Reboot
Life feels stale, stagnant, circling, waiting, stalled, suspended. Despite the fact that I’ve defended my thesis, earned my PhD, graduated, and even had other personal accomplishments (like running the 10k) in the past month or so, I feel totally and completely stuck in my life right now. I’m looking for a job, but I haven’t found one. I’m still working at my old job, but I’m rehashing all the old stuff that was the bane of my existence previously. I have some free time again, yet I can’t muster the motivation or energy to do much at home. I’m waiting for something to change each passing day, but so far what I’m waiting for hasn’t come.
I don’t even think it’s just about waiting for a job opportunity, either. I think I’m just mentally and emotionally stuck, just exhausted in spirit. I desperately need a vacation, or at least I think I do, but I feel like I’m stuck waiting on I-dunno-what before I can even think about making some sort of real plan.

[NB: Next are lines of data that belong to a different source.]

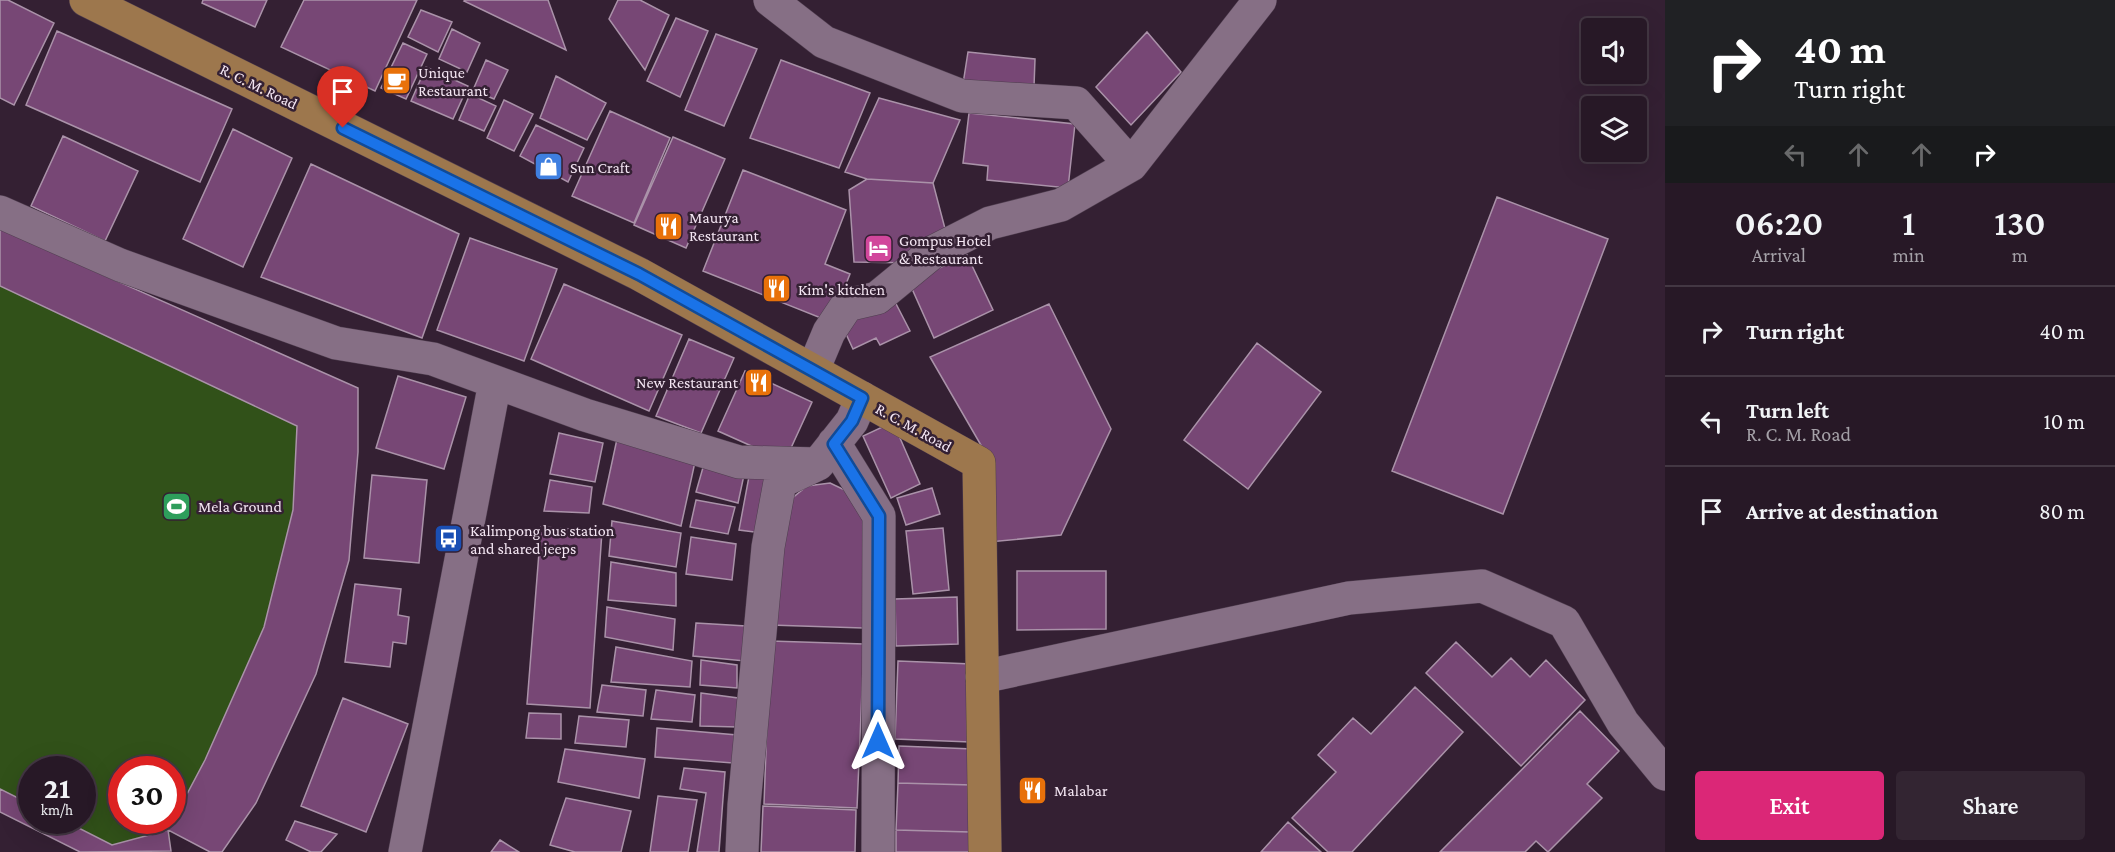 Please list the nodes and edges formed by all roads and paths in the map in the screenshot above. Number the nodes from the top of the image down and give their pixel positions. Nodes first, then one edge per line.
1 (86, 0) edge
2 (770, 0) edge
3 (1260, 0) edge
4 (1131, 165) junction
5 (0, 212) edge
6 (813, 370) junction
7 (495, 382) junction
8 (862, 398) junction
9 (826, 454) junction
10 (982, 677) junction
11 (1665, 774) edge
12 (405, 852) edge
13 (742, 852) edge
14 (878, 852) edge
15 (985, 852) edge

1 - 6 main road, R. C. M. Road
2 - 4 street
3 - 4 street
4 - 6 street
5 - 7 street
6 - 8 main road, R. C. M. Road
7 - 9 street
7 - 12 street
8 - 9 street
8 - 10 main road, R. C. M. Road
9 - 13 street
9 - 14 street
10 - 11 street
10 - 15 main road, R. C. M. Road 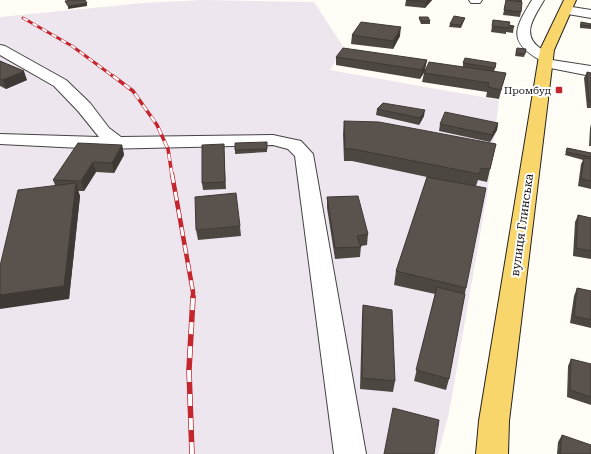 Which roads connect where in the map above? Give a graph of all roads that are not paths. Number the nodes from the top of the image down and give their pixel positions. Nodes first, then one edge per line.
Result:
1 (538, 0) edge
2 (568, 5) edge
3 (591, 14) edge
4 (0, 49) edge
5 (546, 60) junction
6 (591, 71) edge
7 (0, 139) edge
8 (117, 143) junction
9 (350, 454) edge
10 (492, 454) edge

1 - 5 street
2 - 3 street
2 - 5 main road, вулиця Глинська
4 - 8 street
5 - 6 street
5 - 10 main road, вулиця Глинська
7 - 8 street
8 - 9 street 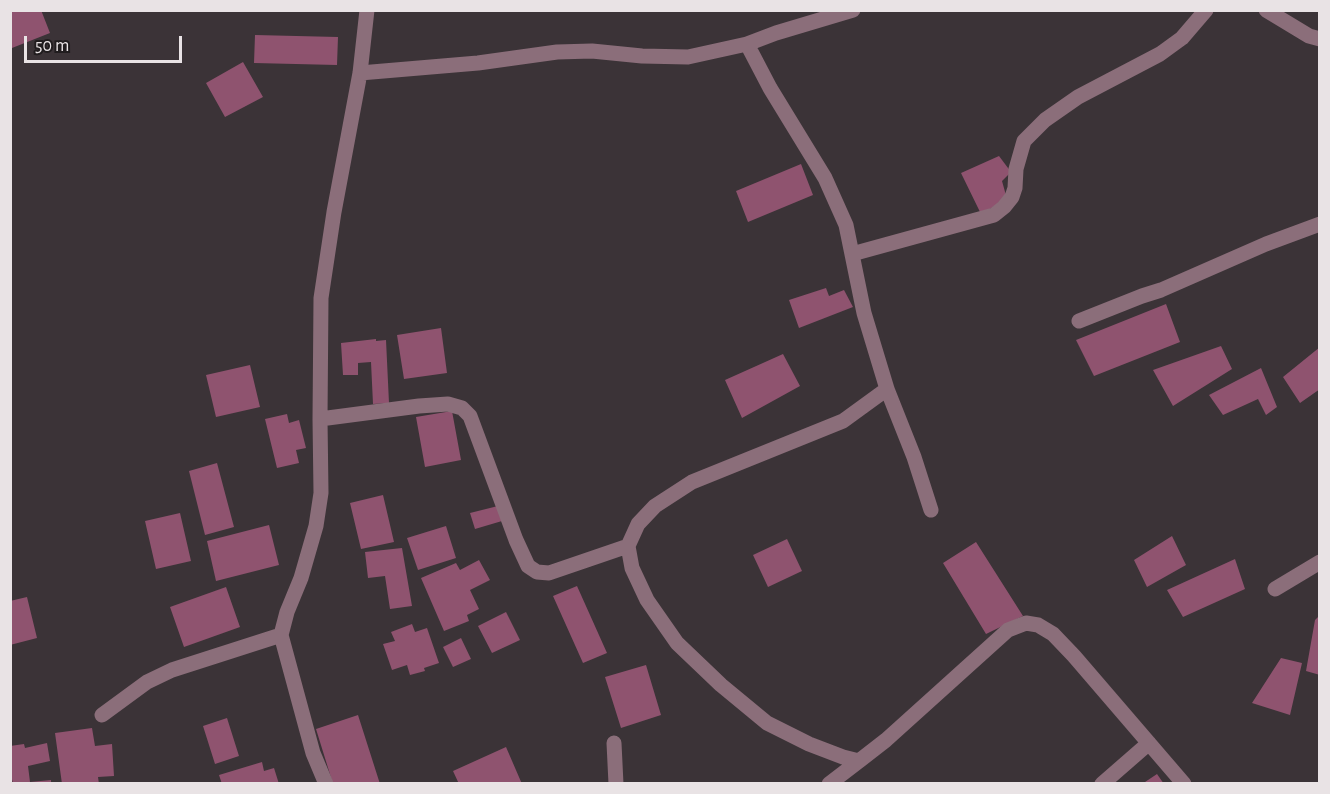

It feels like everyone around me is taking time off and going fun places, both local and exotic, while I, despite working hard for two semesters to get done and feeling like I’ve earned some sort of special trip to celebrate my success, am still sitting on my couch petting the dog day after day. All the while, it at least seems like getting away would energize me and strengthen me as I am waiting for whatever-it-is. It’s a catch-22, evidently.
Some days I feel more optimistic than others, and even on those days I just feel generally dull. Some days are not so good, but if I feel down I try to just let it out and then move on with a slightly improved disposition. I guess I’m feeling a little more down today, just trying to trudge along, keep taking steps forward, hoping for a better day tomorrow despite feeling trapped. I wish I could find some way to reboot myself so I can finally restart afresh with a little more of the joy I expected to have after being done.
It’s really dumb to feel sorry for myself, since there’s not really anything wrong and I’ve had so much blessing recently. It shames me to confess that I find myself wallowing a bit from time to time. I really, honestly believe that God has something worked out for me, something that’s good for me, something fun and enjoyable, something to be passionate about. I just wish I felt more energized about the future and didn’t struggle with doubt sometimes.
Mark 9:24: “Lord, I believe! Help my unbelief!”